THE PROBLEM:
Give back every record precisely.

GIVEN RECORDS:
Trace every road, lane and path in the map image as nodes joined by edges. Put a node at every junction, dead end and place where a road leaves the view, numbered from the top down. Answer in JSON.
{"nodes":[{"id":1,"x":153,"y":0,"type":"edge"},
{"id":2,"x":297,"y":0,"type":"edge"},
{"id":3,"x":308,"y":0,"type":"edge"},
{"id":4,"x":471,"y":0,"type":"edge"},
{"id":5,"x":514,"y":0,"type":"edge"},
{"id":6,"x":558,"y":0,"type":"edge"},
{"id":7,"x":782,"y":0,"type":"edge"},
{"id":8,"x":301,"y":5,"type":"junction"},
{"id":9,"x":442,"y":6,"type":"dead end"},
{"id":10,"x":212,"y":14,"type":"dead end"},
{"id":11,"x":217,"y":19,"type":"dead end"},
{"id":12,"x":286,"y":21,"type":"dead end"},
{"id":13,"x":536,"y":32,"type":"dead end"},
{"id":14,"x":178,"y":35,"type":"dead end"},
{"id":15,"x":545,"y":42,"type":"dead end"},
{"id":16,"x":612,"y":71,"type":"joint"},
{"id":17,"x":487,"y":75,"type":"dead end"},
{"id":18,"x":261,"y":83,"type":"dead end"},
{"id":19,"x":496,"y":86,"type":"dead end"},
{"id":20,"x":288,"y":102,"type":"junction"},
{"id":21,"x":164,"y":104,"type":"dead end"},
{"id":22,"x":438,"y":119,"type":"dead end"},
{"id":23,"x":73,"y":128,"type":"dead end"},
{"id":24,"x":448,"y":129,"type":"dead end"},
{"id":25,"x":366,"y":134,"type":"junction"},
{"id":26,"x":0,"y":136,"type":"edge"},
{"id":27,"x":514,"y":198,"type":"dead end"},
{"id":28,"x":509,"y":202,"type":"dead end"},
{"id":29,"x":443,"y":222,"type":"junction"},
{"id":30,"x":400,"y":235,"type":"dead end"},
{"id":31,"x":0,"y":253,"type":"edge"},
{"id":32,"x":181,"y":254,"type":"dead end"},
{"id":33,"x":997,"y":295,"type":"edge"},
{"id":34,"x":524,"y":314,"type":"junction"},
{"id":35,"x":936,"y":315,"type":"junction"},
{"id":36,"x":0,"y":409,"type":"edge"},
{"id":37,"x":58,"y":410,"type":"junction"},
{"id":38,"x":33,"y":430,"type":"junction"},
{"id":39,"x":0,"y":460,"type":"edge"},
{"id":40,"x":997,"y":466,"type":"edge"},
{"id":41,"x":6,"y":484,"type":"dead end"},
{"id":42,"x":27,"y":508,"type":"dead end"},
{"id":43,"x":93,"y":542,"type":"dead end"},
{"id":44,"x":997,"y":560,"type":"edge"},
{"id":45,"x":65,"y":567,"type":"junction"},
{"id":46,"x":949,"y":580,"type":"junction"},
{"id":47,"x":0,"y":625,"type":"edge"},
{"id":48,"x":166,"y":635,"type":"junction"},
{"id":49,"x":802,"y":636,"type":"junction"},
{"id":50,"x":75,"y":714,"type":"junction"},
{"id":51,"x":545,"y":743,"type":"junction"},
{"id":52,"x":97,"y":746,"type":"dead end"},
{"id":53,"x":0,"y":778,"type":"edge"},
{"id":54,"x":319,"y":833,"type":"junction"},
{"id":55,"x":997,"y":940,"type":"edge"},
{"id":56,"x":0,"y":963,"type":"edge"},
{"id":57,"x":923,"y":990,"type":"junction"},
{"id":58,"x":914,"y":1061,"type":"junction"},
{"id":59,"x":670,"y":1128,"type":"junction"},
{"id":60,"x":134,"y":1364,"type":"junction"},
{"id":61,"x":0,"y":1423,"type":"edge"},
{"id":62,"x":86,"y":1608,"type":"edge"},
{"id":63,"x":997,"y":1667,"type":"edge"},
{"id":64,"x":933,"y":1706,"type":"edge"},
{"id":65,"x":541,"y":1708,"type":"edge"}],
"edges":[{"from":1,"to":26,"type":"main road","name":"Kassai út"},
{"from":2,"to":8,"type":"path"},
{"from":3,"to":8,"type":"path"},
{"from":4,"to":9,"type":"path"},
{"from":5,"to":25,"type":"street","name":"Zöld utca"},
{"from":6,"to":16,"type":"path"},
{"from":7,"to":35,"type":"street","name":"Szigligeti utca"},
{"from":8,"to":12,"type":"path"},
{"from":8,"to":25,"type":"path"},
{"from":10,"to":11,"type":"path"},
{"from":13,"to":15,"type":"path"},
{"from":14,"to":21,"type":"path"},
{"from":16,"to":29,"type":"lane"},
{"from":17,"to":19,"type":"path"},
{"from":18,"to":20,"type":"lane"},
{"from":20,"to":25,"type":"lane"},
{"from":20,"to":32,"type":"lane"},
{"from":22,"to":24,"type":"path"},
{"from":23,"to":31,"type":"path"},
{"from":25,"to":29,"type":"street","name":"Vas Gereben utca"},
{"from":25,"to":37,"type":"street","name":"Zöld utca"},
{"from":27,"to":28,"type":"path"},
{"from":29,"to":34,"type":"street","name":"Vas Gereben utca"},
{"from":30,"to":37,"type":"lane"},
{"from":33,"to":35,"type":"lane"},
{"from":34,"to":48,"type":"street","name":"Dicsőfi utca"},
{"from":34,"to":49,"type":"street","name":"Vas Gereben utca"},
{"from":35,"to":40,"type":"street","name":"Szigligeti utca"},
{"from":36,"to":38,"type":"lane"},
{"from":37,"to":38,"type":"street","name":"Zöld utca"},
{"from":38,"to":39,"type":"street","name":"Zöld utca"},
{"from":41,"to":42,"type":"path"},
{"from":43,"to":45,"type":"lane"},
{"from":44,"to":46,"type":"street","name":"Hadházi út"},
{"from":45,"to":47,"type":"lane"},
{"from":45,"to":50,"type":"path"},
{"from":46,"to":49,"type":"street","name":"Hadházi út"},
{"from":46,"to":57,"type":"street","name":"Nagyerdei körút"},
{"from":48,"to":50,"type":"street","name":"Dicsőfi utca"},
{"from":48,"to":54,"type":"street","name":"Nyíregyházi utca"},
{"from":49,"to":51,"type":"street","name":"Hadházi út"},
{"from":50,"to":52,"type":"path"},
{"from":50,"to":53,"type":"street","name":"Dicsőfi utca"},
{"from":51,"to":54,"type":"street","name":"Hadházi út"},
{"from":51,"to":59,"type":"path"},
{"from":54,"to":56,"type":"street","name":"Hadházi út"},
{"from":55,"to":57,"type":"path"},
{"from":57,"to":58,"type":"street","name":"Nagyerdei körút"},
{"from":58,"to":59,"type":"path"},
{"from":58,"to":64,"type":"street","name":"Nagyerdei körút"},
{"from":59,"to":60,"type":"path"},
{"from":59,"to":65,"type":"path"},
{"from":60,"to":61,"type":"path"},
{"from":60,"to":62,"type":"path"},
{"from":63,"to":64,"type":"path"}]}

TASK SOLUTION:
Trace every road, lane and path in the map image as nodes joined by edges. Put a node at every junction, dead end and place where a road leaves the view, numbered from the top down. Answer in JSON.
{"nodes":[{"id":1,"x":153,"y":0,"type":"edge"},
{"id":2,"x":297,"y":0,"type":"edge"},
{"id":3,"x":308,"y":0,"type":"edge"},
{"id":4,"x":471,"y":0,"type":"edge"},
{"id":5,"x":514,"y":0,"type":"edge"},
{"id":6,"x":558,"y":0,"type":"edge"},
{"id":7,"x":782,"y":0,"type":"edge"},
{"id":8,"x":301,"y":5,"type":"junction"},
{"id":9,"x":442,"y":6,"type":"dead end"},
{"id":10,"x":212,"y":14,"type":"dead end"},
{"id":11,"x":217,"y":19,"type":"dead end"},
{"id":12,"x":286,"y":21,"type":"dead end"},
{"id":13,"x":536,"y":32,"type":"dead end"},
{"id":14,"x":178,"y":35,"type":"dead end"},
{"id":15,"x":545,"y":42,"type":"dead end"},
{"id":16,"x":612,"y":71,"type":"joint"},
{"id":17,"x":487,"y":75,"type":"dead end"},
{"id":18,"x":261,"y":83,"type":"dead end"},
{"id":19,"x":496,"y":86,"type":"dead end"},
{"id":20,"x":288,"y":102,"type":"junction"},
{"id":21,"x":164,"y":104,"type":"dead end"},
{"id":22,"x":438,"y":119,"type":"dead end"},
{"id":23,"x":73,"y":128,"type":"dead end"},
{"id":24,"x":448,"y":129,"type":"dead end"},
{"id":25,"x":366,"y":134,"type":"junction"},
{"id":26,"x":0,"y":136,"type":"edge"},
{"id":27,"x":514,"y":198,"type":"dead end"},
{"id":28,"x":509,"y":202,"type":"dead end"},
{"id":29,"x":443,"y":222,"type":"junction"},
{"id":30,"x":400,"y":235,"type":"dead end"},
{"id":31,"x":0,"y":253,"type":"edge"},
{"id":32,"x":181,"y":254,"type":"dead end"},
{"id":33,"x":997,"y":295,"type":"edge"},
{"id":34,"x":524,"y":314,"type":"junction"},
{"id":35,"x":936,"y":315,"type":"junction"},
{"id":36,"x":0,"y":409,"type":"edge"},
{"id":37,"x":58,"y":410,"type":"junction"},
{"id":38,"x":33,"y":430,"type":"junction"},
{"id":39,"x":0,"y":460,"type":"edge"},
{"id":40,"x":997,"y":466,"type":"edge"},
{"id":41,"x":6,"y":484,"type":"dead end"},
{"id":42,"x":27,"y":508,"type":"dead end"},
{"id":43,"x":93,"y":542,"type":"dead end"},
{"id":44,"x":997,"y":560,"type":"edge"},
{"id":45,"x":65,"y":567,"type":"junction"},
{"id":46,"x":949,"y":580,"type":"junction"},
{"id":47,"x":0,"y":625,"type":"edge"},
{"id":48,"x":166,"y":635,"type":"junction"},
{"id":49,"x":802,"y":636,"type":"junction"},
{"id":50,"x":75,"y":714,"type":"junction"},
{"id":51,"x":545,"y":743,"type":"junction"},
{"id":52,"x":97,"y":746,"type":"dead end"},
{"id":53,"x":0,"y":778,"type":"edge"},
{"id":54,"x":319,"y":833,"type":"junction"},
{"id":55,"x":997,"y":940,"type":"edge"},
{"id":56,"x":0,"y":963,"type":"edge"},
{"id":57,"x":923,"y":990,"type":"junction"},
{"id":58,"x":914,"y":1061,"type":"junction"},
{"id":59,"x":670,"y":1128,"type":"junction"},
{"id":60,"x":134,"y":1364,"type":"junction"},
{"id":61,"x":0,"y":1423,"type":"edge"},
{"id":62,"x":86,"y":1608,"type":"edge"},
{"id":63,"x":997,"y":1667,"type":"edge"},
{"id":64,"x":933,"y":1706,"type":"edge"},
{"id":65,"x":541,"y":1708,"type":"edge"}],
"edges":[{"from":1,"to":26,"type":"main road","name":"Kassai út"},
{"from":2,"to":8,"type":"path"},
{"from":3,"to":8,"type":"path"},
{"from":4,"to":9,"type":"path"},
{"from":5,"to":25,"type":"street","name":"Zöld utca"},
{"from":6,"to":16,"type":"path"},
{"from":7,"to":35,"type":"street","name":"Szigligeti utca"},
{"from":8,"to":12,"type":"path"},
{"from":8,"to":25,"type":"path"},
{"from":10,"to":11,"type":"path"},
{"from":13,"to":15,"type":"path"},
{"from":14,"to":21,"type":"path"},
{"from":16,"to":29,"type":"lane"},
{"from":17,"to":19,"type":"path"},
{"from":18,"to":20,"type":"lane"},
{"from":20,"to":25,"type":"lane"},
{"from":20,"to":32,"type":"lane"},
{"from":22,"to":24,"type":"path"},
{"from":23,"to":31,"type":"path"},
{"from":25,"to":29,"type":"street","name":"Vas Gereben utca"},
{"from":25,"to":37,"type":"street","name":"Zöld utca"},
{"from":27,"to":28,"type":"path"},
{"from":29,"to":34,"type":"street","name":"Vas Gereben utca"},
{"from":30,"to":37,"type":"lane"},
{"from":33,"to":35,"type":"lane"},
{"from":34,"to":48,"type":"street","name":"Dicsőfi utca"},
{"from":34,"to":49,"type":"street","name":"Vas Gereben utca"},
{"from":35,"to":40,"type":"street","name":"Szigligeti utca"},
{"from":36,"to":38,"type":"lane"},
{"from":37,"to":38,"type":"street","name":"Zöld utca"},
{"from":38,"to":39,"type":"street","name":"Zöld utca"},
{"from":41,"to":42,"type":"path"},
{"from":43,"to":45,"type":"lane"},
{"from":44,"to":46,"type":"street","name":"Hadházi út"},
{"from":45,"to":47,"type":"lane"},
{"from":45,"to":50,"type":"path"},
{"from":46,"to":49,"type":"street","name":"Hadházi út"},
{"from":46,"to":57,"type":"street","name":"Nagyerdei körút"},
{"from":48,"to":50,"type":"street","name":"Dicsőfi utca"},
{"from":48,"to":54,"type":"street","name":"Nyíregyházi utca"},
{"from":49,"to":51,"type":"street","name":"Hadházi út"},
{"from":50,"to":52,"type":"path"},
{"from":50,"to":53,"type":"street","name":"Dicsőfi utca"},
{"from":51,"to":54,"type":"street","name":"Hadházi út"},
{"from":51,"to":59,"type":"path"},
{"from":54,"to":56,"type":"street","name":"Hadházi út"},
{"from":55,"to":57,"type":"path"},
{"from":57,"to":58,"type":"street","name":"Nagyerdei körút"},
{"from":58,"to":59,"type":"path"},
{"from":58,"to":64,"type":"street","name":"Nagyerdei körút"},
{"from":59,"to":60,"type":"path"},
{"from":59,"to":65,"type":"path"},
{"from":60,"to":61,"type":"path"},
{"from":60,"to":62,"type":"path"},
{"from":63,"to":64,"type":"path"}]}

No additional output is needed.